---------- INFORMATION SUPPLIED ----------

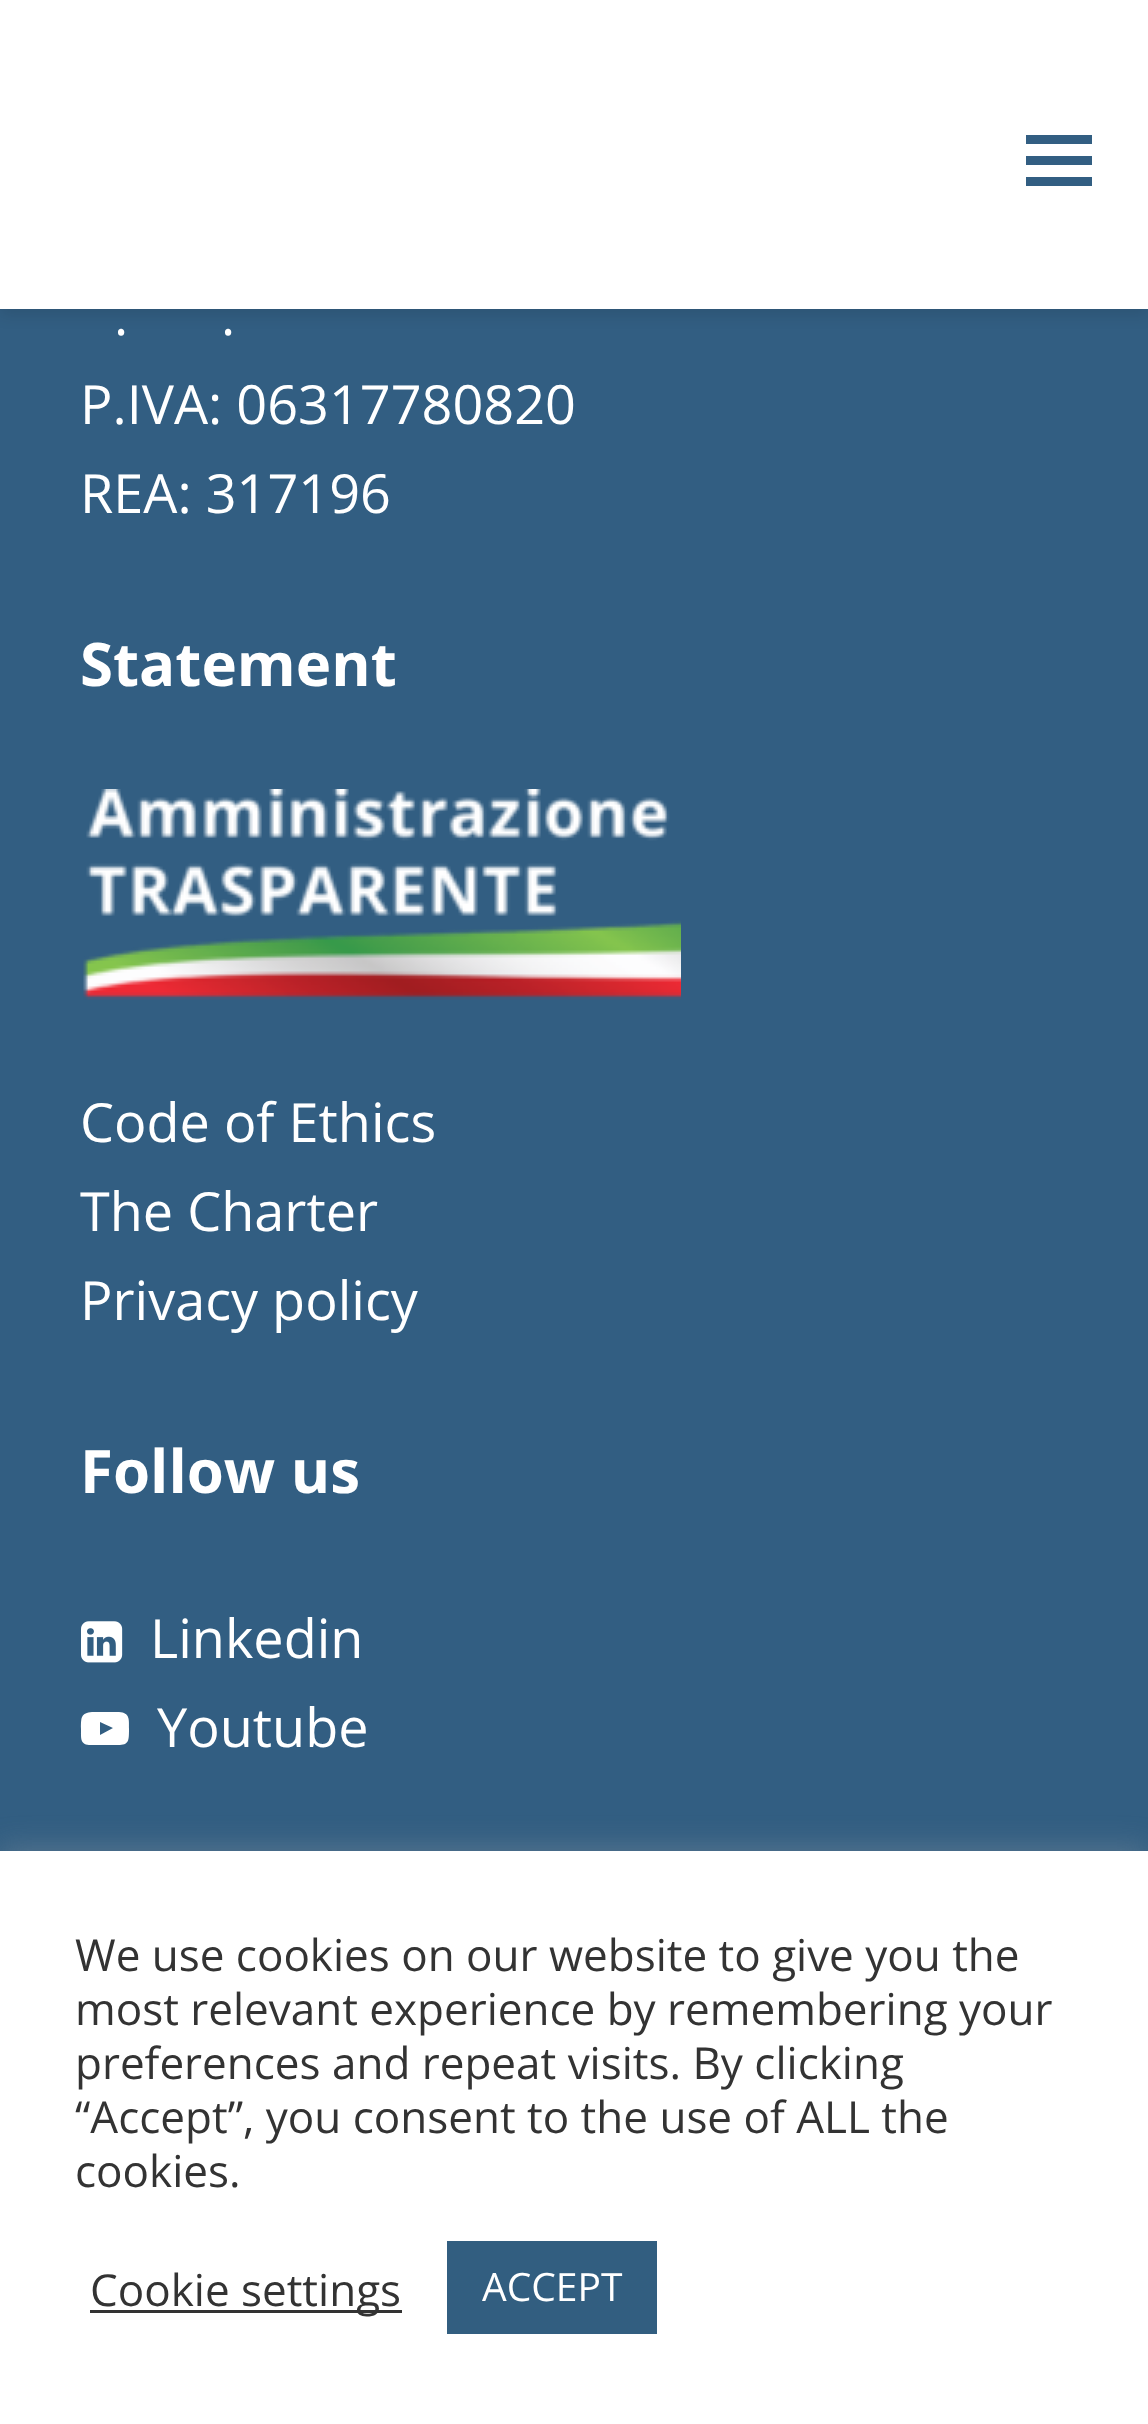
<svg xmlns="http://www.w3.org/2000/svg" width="1148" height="2424">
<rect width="100%" height="100%" fill="#325e82"/>
<rect y="6" width="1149" height="309" fill="#0000001a" filter="blur(7.5px)"/>
<rect width="1148" height="309" fill="#fff"/>
<rect x="1026" y="156" width="66" height="9" fill="#325e82"/>
<rect x="1026" y="135" width="66" height="9" fill="#325e82"/>
<rect x="1026" y="177" width="66" height="9" fill="#325e82"/>
<text x="114" y="335" style="font-family:Open Sans;font-size:54px;fill:#fff">.</text>
<text x="221" y="335" style="font-family:Open Sans;font-size:54px;fill:#fff">.</text>
<text x="80" y="424" style="font-family:Open Sans;font-size:54px;fill:#fff">P.IVA: 06317780820</text>
<text x="80" y="513" style="font-family:Open Sans;font-size:54px;fill:#fff">REA: 317196</text>
<text x="80" y="686" style="font-family:Open Sans;font-size:60px;font-weight:bold;fill:#fff">Statement</text>
<image x="83" y="789" width="598" height="211" href="media/1.png"/>
<text x="80" y="1142" style="font-family:Open Sans;font-size:54px;fill:#fff">Code of Ethics</text>
<text x="80" y="1231" style="font-family:Open Sans;font-size:54px;fill:#fff">The Charter</text>
<text x="80" y="1320" style="font-family:Open Sans;font-size:54px;fill:#fff">Privacy policy</text>
<text x="80" y="1493" style="font-family:Open Sans;font-size:60px;font-weight:bold;fill:#fff">Follow us</text>
<image x="81" y="1621" width="42" height="42" href="media/2.png"/>
<text x="150" y="1658" style="font-family:Open Sans;font-size:54px;fill:#fff">Linkedin</text>
<path d="M100 1735l13-7l-13-6zm5-23h14c11 1 10 7 10 17c0 12 0 16-11 16h-27c-11 0-10-6-10-16c0-12 0-16 11-17z" fill="#fff"/>
<text x="157" y="1747" style="font-family:Open Sans;font-size:54px;fill:#fff">Youtube</text>
<rect y="1848" width="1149" height="573" fill="#acabab4d" filter="blur(15px)"/>
<rect y="1851" width="1148" height="573" fill="#fff"/>
<text x="75" y="1971" style="font-family:Open Sans;font-size:44px;fill:#333">We use cookies on our website to give you the</text>
<text x="75" y="2025" style="font-family:Open Sans;font-size:44px;fill:#333">most relevant experience by remembering your</text>
<text x="75" y="2079" style="font-family:Open Sans;font-size:44px;fill:#333">preferences and repeat visits. By clicking</text>
<text x="75" y="2133" style="font-family:Open Sans;font-size:44px;fill:#333">“Accept”, you consent to the use of ALL the</text>
<text x="75" y="2187" style="font-family:Open Sans;font-size:44px;fill:#333">cookies.</text>
<rect x="90" y="2310" width="312" height="3" fill="#333"/>
<text x="90" y="2306" style="font-family:Open Sans;font-size:44px;fill:#333">Cookie settings</text>
<rect x="447" y="2241" width="210" height="93" fill="#325e80"/>
<text x="482" y="2301" style="font-family:Open Sans;font-size:39px;fill:#fff">ACCEPT</text>
</svg>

----------

Apply a filter for "media" to the entries and show each line that passes.

<image x="83" y="789" width="598" height="211" href="media/1.png"/>
<image x="81" y="1621" width="42" height="42" href="media/2.png"/>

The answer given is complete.